Freud no início do século XX, em seu livro Psicologia
das massas e análise do Eu (1921), foi capaz de prever o surgimento e a
natureza dos movimentos de massa fascistas em termos psicológicos. A partir das
ideias de Gustave Le Bon, ele procurou compreender as transformações
psicológicas que passa o indivíduo ao fazer parte de uma coletividade. Ao
retomar as ideias de Totem e Tabu, ele defendeu a tese de que os laços que
ligam os indivíduos em um grupo ou massa é determinado por Eros (Amor),
reproduzindo os mesmos laços emocionais da horda primitiva.
Freud observou que há uma grande mudança na psicologia
e no comportamento dos indivíduos quando eles participam de um grupo ou de uma
massa. A principal mudança é a de que os processos conscientes são substituídos
por processos inconscientes. Os indivíduos perdem sua capacidade crítica,
adquirindo um grande sentimento de poder, dando vazão aos seus instintos mais
primitivos. Desse modo, comportam-se como seres irracionais, em um estado
hipnótico, sendo guiados pela sugestão. Eles são sugestionados pelo líder ou
por aquele que conduz a massa, perdendo totalmente sua autonomia. Eles também
tornam-se predisposto ao contágio, imitando as atitudes e comportamentos
irracionais que se manifestam em todo grupo.
Com isso, comportam-se
contrariamente às interdições morais da sociedade, em oposição aos seus hábitos
e caráter. Assim, “todas as inibições individuais são anuladas e todos os
instintos cruéis, brutais e destrutivos, que dormitam no indivíduo como restos
dos tempos primitivos, são despertados para a livre satisfação dos impulsos”
(FREUD, 2019, p. 52).
O principal fator inconsciente que move os indivíduos é
a necessidade de pertencerem a uma coletividade, sendo amados, respeitados e
felizes como partes dessa totalidade. Freud percebeu essa motivação
principalmente na igreja e no exército. Nessas instituições, o líder torna-se,
depois de Eros, o principal motivo dos vínculos libidinais entre os indivíduos.
Todos se unem na mesma ilusão de que há um líder, na Igreja Católica Cristo, no
exército o general, que ama a todos de modo incondicional. Os indivíduos se
ligam ao líder por identificação e por laços emocionais com seus semelhantes
por características afetivas em comuns.
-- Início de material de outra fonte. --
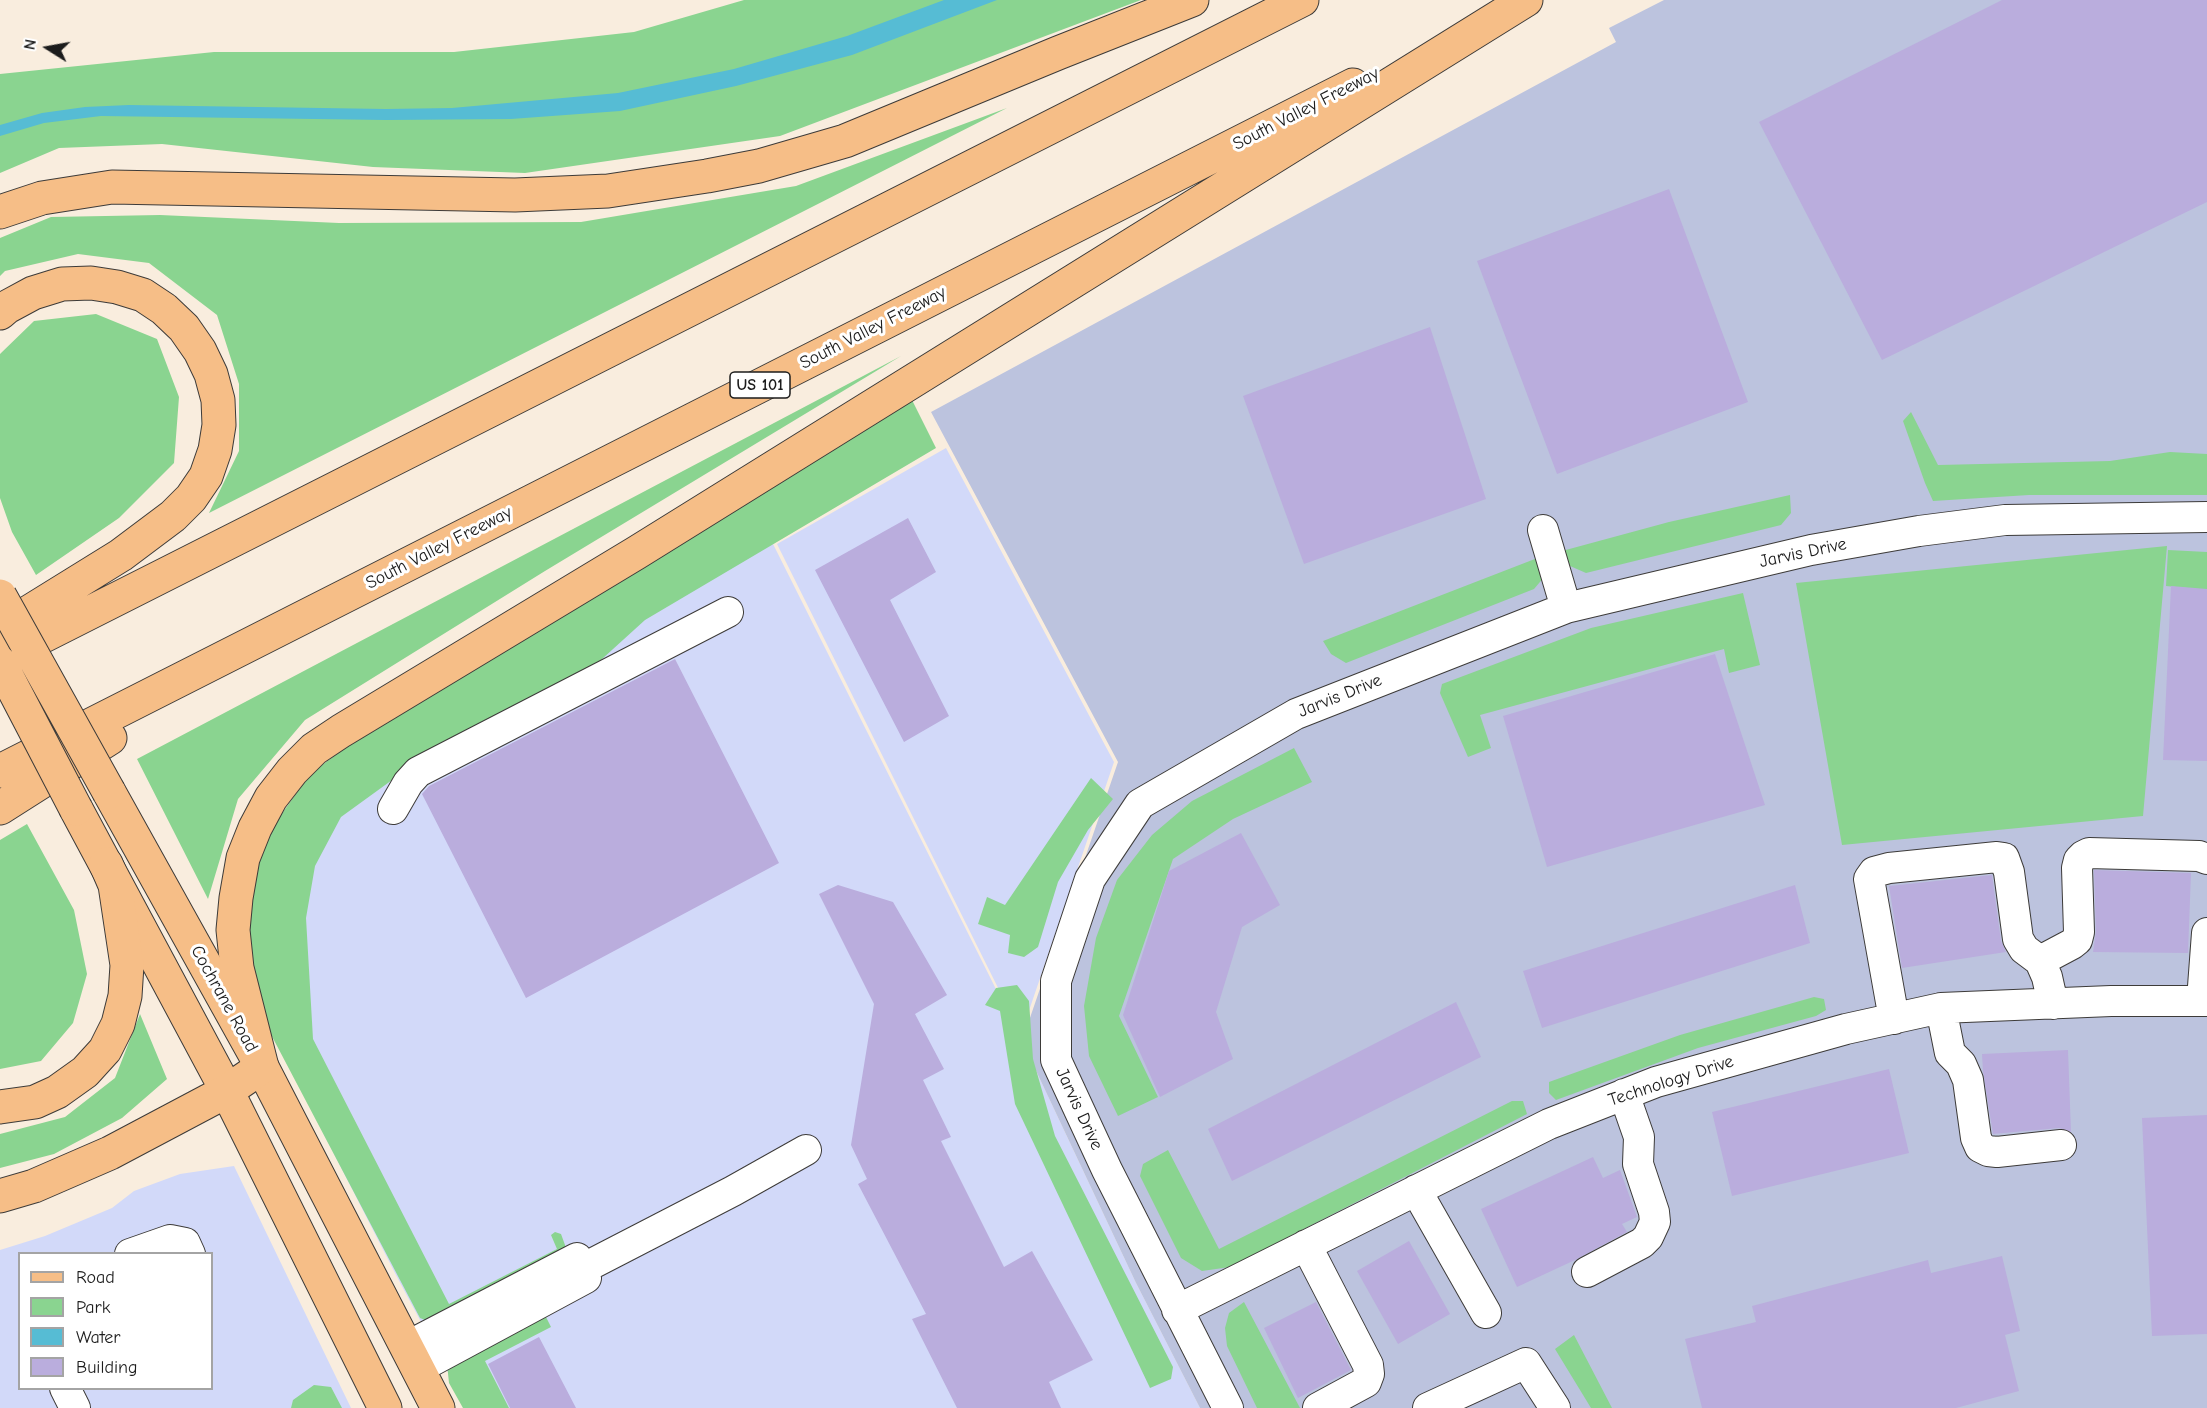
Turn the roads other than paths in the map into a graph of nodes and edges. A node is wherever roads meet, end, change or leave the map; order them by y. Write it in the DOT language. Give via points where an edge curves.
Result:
graph roads {
  1 [pos="1192,0"];
  2 [pos="1302,0"];
  3 [pos="1521,0"];
  4 [pos="1526,0"];
  5 [pos="0,212"];
  6 [pos="0,313"];
  7 [pos="2207,517"];
  8 [pos="1542,530"];
  9 [pos="0,596"];
  10 [pos="1566,608"];
  11 [pos="728,612"];
  12 [pos="0,630"];
  13 [pos="277,630"];
  14 [pos="0,661"];
  15 [pos="0,771"];
  16 [pos="0,808"];
  17 [pos="393,809"];
  18 [pos="2207,860"];
  19 [pos="106,864"];
  20 [pos="2207,933"];
  21 [pos="2040,961"];
  22 [pos="2205,1001"];
  23 [pos="2053,1004"];
  24 [pos="1941,1008"];
  25 [pos="1894,1018"];
  26 [pos="262,1067"];
  27 [pos="227,1091"];
  28 [pos="1624,1094"];
  29 [pos="0,1107"];
  30 [pos="2061,1145"];
  31 [pos="806,1150"];
  32 [pos="1416,1190"];
  33 [pos="0,1196"];
  34 [pos="1306,1245"];
  35 [pos="135,1252"];
  36 [pos="189,1252"];
  37 [pos="1587,1272"];
  38 [pos="1178,1310"];
  39 [pos="1486,1313"];
  40 [pos="412,1358"];
  41 [pos="66,1390"];
  42 [pos="75,1408"];
  43 [pos="385,1408"];
  44 [pos="438,1408"];
  45 [pos="1228,1408"];
  46 [pos="1318,1408"];
  47 [pos="1428,1408"];
  48 [pos="1555,1408"];
  1 -- 5 [label="main road" via="845,141 759,166 707,176 608,191 515,195 112,187 42,198"];
  2 -- 14 [label="main road"];
  3 -- 13 [label="main road, South Valley Freeway / US 101"];
  4 -- 26 [label="main road" via="314,749 278,789 255,828 243,858 236,898 233,930 237,968"];
  6 -- 12 [label="main road" via="33,293 62,285 117,287 143,295 184,328 200,351 218,400 219,424 206,476 173,516 121,555"];
  7 -- 10 [label="street, Jarvis Drive" via="2005,520 1919,531 1811,550"];
  8 -- 10 [label="street"];
  9 -- 26 [label="main road, Cochrane Road, bridge"];
  10 -- 38 [label="street, Jarvis Drive" via="1296,714 1140,804 1090,879 1056,981 1056,1060"];
  11 -- 17 [label="street" via="418,772"];
  13 -- 15 [label="main road, South Valley Freeway / US 101"];
  13 -- 16 [label="main road"];
  14 -- 19 [label="main road, bridge"];
  18 -- 21 [label="street" via="2199,856 2083,855 2076,868 2077,940"];
  19 -- 27 [label="main road"];
  19 -- 29 [label="main road" via="115,885 127,965 126,996 118,1024 105,1050 85,1072 57,1092 35,1102"];
  20 -- 22 [label="street"];
  21 -- 23 [label="street"];
  21 -- 25 [label="street" via="2018,939 2004,858 1900,866 1874,872 1869,879"];
  22 -- 23 [label="street, Technology Drive"];
  23 -- 24 [label="street, Technology Drive"];
  24 -- 25 [label="street, Technology Drive"];
  24 -- 30 [label="street" via="1950,1053 1961,1064 1968,1080 1980,1147 1997,1152"];
  25 -- 28 [label="street, Technology Drive" via="1667,1078"];
  26 -- 27 [label="main road"];
  26 -- 40 [label="main road, Cochrane Road"];
  27 -- 33 [label="main road" via="71,1172"];
  27 -- 43 [label="main road"];
  28 -- 32 [label="street, Technology Drive" via="1549,1124"];
  28 -- 37 [label="street" via="1639,1137 1638,1164 1655,1222 1642,1243"];
  31 -- 40 [label="street"];
  32 -- 34 [label="street, Technology Drive"];
  32 -- 39 [label="street"];
  34 -- 38 [label="street, Technology Drive"];
  34 -- 46 [label="street" via="1368,1365 1369,1374 1366,1382"];
  35 -- 36 [label="street" via="170,1239 185,1243"];
  38 -- 45 [label="street, Jarvis Drive"];
  40 -- 44 [label="main road, Cochrane Road"];
  41 -- 42 [label="street"];
  47 -- 48 [label="street" via="1526,1363"];
}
Nesse sentido, o líder torna-se o
“ideal do eu” dos indivíduos, um modelo a ser imitado e seguido, mantendo o
grupo unido: “O mecanismo que transforma a libido no vínculo entre líder e
seguidores, e entre os próprios seguidores, é o da identificação” (ADORNO,
2015b, p.166).
Para Freud, a identificação é uma manifestação precoce
de ligação emocional entre dois indivíduos. Ela surge pelo Complexo de Édipo,
onde a criança ao querer substituir o pai, identifica-se com ele. O pai passa a
ser o ideal do Eu da criança, que posteriormente foi chamado pela psicanálise
de superego. É pela identificação que o líder assume a figura do pai, mediante o
seu amor, une todos os indivíduos uns com os outros e pela mesma percepção da
realidade.
As ideias de Freud foram de enorme importância nos
estudos de Adorno sobre a propaganda fascista, procurando entender como os
agitadores fascistas são capazes de criar uma ambiente emocional de
hostilidade, guiando os indivíduos para fins políticos. Em seu artigo, Antissemitismo
e a propaganda fascista (1946), Adorno mostra três características da
abordagem psicológica da propaganda autoritária.
A primeira característica da propaganda fascista é a
personalização do líder. Em seus discursos e na publicidade todo líder sempre
procura falar de si mesmo. Eles falam sobre seu cotidiano, sobre sua
intimidade, sobre sua família e sobre suas preferências. Eles sempre se apresentam
como homens comuns, humildes e religiosos. Eles também falam de suas fraquezas
e não possuem a pretensão de superioridade. Apresentam a imagem de homens
simples, mas ao mesmo tempo de grandes líderes: “Eles se identificam com seus
ouvintes e colocam particular ênfase em serem simultaneamente tanto homens
pequenos e modestos quanto líderes de grande calibre” (ADORNO, 2015a, p 138-9).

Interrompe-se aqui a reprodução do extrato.